Süleyman Demirel Üniversitesi Gıda Mühendisliği Bölümü 3.sınıf öğrencisi Zeynep Yurt’un bütün günü hayvanlarla geçiyor… Ayrıca kitap okumayı ‘vazgeçilmezim’ olarak tanımlayan Yurt; kendi kütüphanesini oluşturduğunu ve 700’ye yakın kitabı olduğunu söylüyor.

Süleyman Demirel Üniversitesi Hayvanları Koruma Topluluğu

Röportaj: Zeynep Yurt

“Hayvanlara hep tek başıma yardım etmeye çalıştım. Çok küçük yaşlardan bu yana bulduğum her yaralı ve yavru hayvanı evime alıyordum.” diyen Zeynep Yurt, Süleyman Demirel Üniversitesi Hayvanları Koruma Topluluk Başkanlığı’na başladığında ise “ne kadar doğru bir kulüpteyim, artık benim gibi düşünen insanlarla bir aradaydım ve daha çok hayvana yardım edebilecektim” düşüncesi içerisinde olduğunu paylaşıyor.
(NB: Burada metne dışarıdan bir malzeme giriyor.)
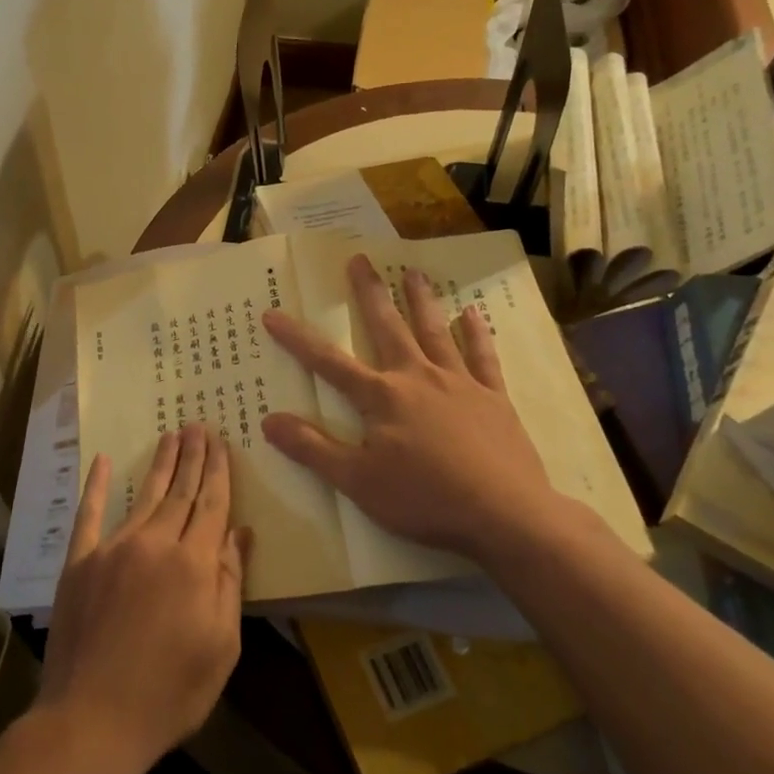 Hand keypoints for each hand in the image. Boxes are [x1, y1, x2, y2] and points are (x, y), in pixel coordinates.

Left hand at [31, 425, 249, 773]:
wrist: (92, 720)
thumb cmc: (170, 693)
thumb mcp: (220, 647)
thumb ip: (230, 583)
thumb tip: (240, 533)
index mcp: (193, 564)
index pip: (211, 505)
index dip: (218, 472)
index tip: (221, 442)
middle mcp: (154, 544)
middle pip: (180, 492)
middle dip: (192, 457)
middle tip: (198, 426)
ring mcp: (113, 549)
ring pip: (143, 496)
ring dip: (159, 464)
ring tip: (170, 436)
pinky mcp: (80, 562)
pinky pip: (89, 515)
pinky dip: (95, 486)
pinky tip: (101, 460)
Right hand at [261, 253, 568, 562]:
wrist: (504, 514)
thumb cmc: (424, 498)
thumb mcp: (357, 481)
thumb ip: (313, 448)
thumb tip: (268, 420)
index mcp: (381, 397)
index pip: (328, 362)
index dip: (297, 339)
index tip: (273, 314)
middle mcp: (417, 377)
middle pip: (388, 327)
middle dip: (370, 293)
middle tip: (360, 259)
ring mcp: (459, 383)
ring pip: (435, 331)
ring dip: (422, 300)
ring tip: (413, 272)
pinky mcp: (493, 398)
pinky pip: (483, 358)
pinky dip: (476, 335)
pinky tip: (472, 315)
‘Mamanı kap gel’ konseri, yol gösterici oldu

Geleneksel olarak sürdürdüğümüz “Mamanı Kap Gel” isimli konserimizden sonra kulübümüz faaliyete geçti. O zamana kadar bireysel olarak okuldaki hayvanlara yardım eden herkes, şu an bir arada.


Üniversite yönetimi katkılarını esirgemiyor

Sağlık Kültür ve Spor Daire Başkanlığı altında bir kulüp olduğumuz için üniversitemiz maddi ve manevi olarak desteklerini esirgememektedir. Yaptığımız her faaliyetin, insanlar tarafından ciddiyete alınması çok önemli bir adımdı ve biz bunu başardık. Başta, Sayın Rektörümüz Prof. Dr. İlker Hüseyin Çarıkçı olmak üzere üniversitemiz bünyesindeki birçok hocamız ve çalışanlarımız maddi ve manevi olarak arkamızdadır.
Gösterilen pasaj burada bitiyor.